■ ASSIGNMENT
Copy each line in the data that includes the word "main".

◇ ◇ ◇ ◇

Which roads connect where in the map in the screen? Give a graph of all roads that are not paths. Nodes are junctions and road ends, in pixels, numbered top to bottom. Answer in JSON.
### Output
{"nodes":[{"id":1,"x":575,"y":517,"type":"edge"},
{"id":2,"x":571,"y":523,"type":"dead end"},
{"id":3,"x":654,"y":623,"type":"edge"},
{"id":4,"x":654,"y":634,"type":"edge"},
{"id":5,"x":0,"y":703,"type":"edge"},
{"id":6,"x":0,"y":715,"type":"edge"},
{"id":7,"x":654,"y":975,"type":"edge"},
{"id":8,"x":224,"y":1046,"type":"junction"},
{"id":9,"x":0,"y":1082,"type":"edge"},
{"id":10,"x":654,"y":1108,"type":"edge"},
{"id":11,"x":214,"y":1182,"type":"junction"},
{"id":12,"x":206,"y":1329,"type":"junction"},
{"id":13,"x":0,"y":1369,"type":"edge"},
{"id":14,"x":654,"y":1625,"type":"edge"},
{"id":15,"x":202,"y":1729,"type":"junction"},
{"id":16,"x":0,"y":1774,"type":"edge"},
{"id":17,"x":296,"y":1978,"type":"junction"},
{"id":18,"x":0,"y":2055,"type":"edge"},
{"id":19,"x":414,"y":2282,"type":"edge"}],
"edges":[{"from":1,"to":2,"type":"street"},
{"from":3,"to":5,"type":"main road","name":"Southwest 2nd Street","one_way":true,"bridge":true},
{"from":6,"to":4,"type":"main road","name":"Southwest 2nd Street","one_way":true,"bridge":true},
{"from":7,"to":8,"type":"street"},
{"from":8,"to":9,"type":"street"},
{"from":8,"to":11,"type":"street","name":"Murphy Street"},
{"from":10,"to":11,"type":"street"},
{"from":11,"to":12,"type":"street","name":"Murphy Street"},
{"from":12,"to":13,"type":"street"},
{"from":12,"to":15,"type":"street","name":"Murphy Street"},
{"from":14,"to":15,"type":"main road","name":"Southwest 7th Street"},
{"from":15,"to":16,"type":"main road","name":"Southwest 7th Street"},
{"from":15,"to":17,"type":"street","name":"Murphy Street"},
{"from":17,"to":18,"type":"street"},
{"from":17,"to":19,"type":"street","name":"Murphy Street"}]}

◇ ◇ ◇ ◇

■ RESPONSE AREA
{"from":3,"to":5,"type":"main road","name":"Southwest 2nd Street","one_way":true,"bridge":true},
{"from":6,"to":4,"type":"main road","name":"Southwest 2nd Street","one_way":true,"bridge":true},
{"from":14,"to":15,"type":"main road","name":"Southwest 7th Street"},
{"from":15,"to":16,"type":"main road","name":"Southwest 7th Street"},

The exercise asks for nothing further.